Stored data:
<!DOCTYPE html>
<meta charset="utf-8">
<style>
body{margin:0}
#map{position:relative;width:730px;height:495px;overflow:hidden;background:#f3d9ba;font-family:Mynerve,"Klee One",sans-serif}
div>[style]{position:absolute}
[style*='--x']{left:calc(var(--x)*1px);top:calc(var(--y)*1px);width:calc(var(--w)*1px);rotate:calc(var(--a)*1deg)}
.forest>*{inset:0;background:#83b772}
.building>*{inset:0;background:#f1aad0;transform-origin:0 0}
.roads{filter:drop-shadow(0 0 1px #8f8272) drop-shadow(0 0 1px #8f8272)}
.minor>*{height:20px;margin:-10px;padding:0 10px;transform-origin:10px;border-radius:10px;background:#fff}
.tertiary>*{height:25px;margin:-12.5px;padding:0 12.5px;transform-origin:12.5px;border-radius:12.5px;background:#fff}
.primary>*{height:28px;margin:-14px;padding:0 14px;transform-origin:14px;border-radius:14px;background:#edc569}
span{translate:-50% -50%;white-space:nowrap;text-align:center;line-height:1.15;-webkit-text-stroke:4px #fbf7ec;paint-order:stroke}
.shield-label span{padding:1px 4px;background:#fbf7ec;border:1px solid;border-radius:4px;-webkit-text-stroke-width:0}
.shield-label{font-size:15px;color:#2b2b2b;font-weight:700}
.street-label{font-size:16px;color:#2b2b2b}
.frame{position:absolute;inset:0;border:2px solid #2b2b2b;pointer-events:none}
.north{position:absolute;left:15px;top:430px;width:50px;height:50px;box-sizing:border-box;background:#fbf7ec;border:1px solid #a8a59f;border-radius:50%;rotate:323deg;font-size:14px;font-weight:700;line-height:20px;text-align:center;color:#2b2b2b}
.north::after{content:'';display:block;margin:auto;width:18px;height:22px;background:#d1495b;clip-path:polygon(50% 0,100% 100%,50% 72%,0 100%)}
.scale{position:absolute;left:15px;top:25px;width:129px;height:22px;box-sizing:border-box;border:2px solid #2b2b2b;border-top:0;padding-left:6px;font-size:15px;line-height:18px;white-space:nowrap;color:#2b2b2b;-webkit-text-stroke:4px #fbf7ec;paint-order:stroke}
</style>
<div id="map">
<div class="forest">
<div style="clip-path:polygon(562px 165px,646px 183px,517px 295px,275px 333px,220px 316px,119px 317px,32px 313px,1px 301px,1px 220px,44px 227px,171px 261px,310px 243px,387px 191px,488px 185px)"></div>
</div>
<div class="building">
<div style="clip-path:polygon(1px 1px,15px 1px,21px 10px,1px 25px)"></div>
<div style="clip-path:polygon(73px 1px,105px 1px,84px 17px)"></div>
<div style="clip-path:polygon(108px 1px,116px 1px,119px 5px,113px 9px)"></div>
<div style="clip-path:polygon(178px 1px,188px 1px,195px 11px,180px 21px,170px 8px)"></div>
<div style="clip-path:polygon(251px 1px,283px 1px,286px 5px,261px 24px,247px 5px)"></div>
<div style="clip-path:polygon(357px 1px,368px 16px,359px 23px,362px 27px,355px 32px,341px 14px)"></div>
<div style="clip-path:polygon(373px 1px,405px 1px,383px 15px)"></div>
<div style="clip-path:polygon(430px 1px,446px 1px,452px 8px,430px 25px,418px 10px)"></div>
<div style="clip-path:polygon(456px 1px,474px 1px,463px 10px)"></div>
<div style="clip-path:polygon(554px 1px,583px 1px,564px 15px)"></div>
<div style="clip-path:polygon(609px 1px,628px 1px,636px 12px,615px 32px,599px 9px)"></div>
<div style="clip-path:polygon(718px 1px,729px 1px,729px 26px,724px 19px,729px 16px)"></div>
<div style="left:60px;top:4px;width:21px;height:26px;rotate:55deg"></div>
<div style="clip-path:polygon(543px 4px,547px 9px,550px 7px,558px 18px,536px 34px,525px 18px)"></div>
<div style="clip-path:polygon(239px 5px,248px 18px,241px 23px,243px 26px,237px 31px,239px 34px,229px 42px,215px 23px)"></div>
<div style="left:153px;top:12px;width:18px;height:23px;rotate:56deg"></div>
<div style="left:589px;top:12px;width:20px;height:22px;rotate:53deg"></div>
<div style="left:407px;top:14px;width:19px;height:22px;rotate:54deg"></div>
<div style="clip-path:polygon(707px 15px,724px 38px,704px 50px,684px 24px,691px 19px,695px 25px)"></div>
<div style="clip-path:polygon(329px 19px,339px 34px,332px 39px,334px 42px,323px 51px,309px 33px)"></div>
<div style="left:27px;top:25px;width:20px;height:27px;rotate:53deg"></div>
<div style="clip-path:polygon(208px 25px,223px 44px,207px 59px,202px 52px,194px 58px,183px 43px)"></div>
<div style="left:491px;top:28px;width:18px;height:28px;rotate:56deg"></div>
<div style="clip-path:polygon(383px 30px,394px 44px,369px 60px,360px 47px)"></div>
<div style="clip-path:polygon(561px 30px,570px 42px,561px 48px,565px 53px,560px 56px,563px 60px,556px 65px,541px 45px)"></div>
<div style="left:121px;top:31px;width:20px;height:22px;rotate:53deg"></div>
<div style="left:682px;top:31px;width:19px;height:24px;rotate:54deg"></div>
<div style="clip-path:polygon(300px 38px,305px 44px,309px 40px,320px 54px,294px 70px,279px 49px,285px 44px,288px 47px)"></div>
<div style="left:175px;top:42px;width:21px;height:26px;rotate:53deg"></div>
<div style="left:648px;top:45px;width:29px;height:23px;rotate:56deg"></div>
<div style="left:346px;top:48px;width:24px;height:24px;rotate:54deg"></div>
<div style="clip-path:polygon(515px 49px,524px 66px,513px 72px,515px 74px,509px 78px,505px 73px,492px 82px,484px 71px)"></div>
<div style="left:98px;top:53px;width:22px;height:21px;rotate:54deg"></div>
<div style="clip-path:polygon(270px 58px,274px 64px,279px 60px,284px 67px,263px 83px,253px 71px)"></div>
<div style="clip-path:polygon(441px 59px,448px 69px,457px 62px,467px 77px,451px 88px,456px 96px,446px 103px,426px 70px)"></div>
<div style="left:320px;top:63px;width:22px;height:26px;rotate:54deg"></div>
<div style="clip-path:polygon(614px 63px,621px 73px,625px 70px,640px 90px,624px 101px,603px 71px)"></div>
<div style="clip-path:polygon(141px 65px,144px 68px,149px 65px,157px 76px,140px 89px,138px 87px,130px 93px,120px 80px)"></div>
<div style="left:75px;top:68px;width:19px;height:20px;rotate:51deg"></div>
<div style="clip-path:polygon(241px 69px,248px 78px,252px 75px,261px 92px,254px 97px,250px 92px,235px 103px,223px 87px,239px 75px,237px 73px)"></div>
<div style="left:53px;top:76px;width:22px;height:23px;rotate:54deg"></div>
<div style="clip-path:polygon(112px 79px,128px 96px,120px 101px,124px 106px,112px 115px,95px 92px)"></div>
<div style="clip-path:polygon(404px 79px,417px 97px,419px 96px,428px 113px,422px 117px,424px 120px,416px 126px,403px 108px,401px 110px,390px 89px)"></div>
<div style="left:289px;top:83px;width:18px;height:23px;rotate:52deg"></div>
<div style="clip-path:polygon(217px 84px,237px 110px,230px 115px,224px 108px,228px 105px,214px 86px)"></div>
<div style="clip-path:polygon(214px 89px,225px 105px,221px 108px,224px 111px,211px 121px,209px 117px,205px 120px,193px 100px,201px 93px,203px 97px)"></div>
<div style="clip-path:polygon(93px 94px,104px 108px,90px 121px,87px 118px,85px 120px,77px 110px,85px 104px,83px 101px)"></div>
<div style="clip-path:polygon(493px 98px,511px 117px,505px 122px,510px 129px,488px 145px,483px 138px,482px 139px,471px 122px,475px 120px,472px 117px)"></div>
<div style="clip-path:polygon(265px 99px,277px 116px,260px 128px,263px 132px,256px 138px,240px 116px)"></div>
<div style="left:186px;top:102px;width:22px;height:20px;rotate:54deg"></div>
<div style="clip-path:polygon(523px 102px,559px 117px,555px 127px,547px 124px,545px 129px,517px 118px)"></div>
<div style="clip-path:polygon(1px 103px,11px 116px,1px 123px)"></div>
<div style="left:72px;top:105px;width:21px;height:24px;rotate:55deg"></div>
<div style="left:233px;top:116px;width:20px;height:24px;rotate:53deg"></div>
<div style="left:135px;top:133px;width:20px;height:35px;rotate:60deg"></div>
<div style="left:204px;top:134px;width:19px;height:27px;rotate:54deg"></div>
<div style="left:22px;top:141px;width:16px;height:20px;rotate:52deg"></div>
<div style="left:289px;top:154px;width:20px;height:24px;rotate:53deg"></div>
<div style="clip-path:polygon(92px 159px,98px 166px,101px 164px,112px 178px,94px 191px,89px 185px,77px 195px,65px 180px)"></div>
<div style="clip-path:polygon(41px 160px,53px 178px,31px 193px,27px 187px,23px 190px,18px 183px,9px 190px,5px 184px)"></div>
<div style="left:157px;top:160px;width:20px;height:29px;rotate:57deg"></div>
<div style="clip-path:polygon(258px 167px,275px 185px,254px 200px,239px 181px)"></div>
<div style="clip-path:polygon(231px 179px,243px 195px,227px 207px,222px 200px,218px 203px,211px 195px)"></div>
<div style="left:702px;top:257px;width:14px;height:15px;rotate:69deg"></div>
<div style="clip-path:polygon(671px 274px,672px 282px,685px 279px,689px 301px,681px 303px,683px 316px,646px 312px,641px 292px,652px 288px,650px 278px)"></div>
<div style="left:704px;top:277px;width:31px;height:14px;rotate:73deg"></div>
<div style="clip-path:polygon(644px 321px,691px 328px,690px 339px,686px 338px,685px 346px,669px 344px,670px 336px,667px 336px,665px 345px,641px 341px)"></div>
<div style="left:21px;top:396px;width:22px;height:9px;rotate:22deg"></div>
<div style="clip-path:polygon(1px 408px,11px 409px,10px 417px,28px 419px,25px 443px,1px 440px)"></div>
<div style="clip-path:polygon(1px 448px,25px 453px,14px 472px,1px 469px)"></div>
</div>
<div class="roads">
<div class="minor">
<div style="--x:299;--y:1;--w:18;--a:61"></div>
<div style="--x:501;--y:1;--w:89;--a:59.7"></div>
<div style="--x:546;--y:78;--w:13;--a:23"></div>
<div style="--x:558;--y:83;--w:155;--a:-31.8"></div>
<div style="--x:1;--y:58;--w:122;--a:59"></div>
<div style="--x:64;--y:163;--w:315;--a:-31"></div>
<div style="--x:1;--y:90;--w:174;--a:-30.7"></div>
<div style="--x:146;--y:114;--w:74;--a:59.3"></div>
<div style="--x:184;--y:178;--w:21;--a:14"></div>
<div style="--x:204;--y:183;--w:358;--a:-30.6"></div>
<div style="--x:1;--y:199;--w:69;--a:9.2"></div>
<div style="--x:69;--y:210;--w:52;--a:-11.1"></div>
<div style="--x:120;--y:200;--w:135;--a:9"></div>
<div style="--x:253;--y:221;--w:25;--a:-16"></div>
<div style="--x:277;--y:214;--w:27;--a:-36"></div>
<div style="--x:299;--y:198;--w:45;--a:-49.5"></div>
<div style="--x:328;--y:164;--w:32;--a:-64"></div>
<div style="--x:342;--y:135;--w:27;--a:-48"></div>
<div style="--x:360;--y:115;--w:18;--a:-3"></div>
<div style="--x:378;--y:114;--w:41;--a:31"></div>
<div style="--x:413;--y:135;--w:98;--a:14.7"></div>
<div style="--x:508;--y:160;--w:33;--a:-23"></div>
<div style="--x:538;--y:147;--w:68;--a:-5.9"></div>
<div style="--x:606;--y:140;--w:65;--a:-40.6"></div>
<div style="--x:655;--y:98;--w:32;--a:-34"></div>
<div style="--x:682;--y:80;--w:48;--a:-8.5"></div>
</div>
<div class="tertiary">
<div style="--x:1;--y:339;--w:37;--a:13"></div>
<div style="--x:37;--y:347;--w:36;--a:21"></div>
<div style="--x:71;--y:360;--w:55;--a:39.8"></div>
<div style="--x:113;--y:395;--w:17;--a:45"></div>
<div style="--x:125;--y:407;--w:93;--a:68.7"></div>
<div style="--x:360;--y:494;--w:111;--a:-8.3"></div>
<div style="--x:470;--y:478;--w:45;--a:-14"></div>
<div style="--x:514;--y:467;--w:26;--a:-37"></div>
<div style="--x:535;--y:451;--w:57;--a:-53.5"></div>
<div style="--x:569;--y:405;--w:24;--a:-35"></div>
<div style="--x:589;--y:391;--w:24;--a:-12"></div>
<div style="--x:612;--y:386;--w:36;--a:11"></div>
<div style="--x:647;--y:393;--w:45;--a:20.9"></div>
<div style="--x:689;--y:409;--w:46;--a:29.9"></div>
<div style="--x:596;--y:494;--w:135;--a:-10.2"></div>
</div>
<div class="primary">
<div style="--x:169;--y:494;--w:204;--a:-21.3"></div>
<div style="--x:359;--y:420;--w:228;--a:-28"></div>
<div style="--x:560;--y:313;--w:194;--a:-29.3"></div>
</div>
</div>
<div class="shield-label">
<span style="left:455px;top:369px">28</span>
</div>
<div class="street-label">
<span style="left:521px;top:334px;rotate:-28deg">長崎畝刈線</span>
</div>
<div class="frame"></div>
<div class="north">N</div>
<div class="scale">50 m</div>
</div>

--- Your instructions ---
The line containing "1px #8f8272) drop-shadow(0" marks the end. Please print exactly every line from the top of the data to it, both included, and nothing more.

--- Task response ---
<!DOCTYPE html>
<meta charset="utf-8">
<style>
body{margin:0}
#map{position:relative;width:730px;height:495px;overflow:hidden;background:#f3d9ba;font-family:Mynerve,"Klee One",sans-serif}
div>[style]{position:absolute}
[style*='--x']{left:calc(var(--x)*1px);top:calc(var(--y)*1px);width:calc(var(--w)*1px);rotate:calc(var(--a)*1deg)}
.forest>*{inset:0;background:#83b772}
.building>*{inset:0;background:#f1aad0;transform-origin:0 0}
.roads{filter:drop-shadow(0 0 1px #8f8272) drop-shadow(0 0 1px #8f8272)}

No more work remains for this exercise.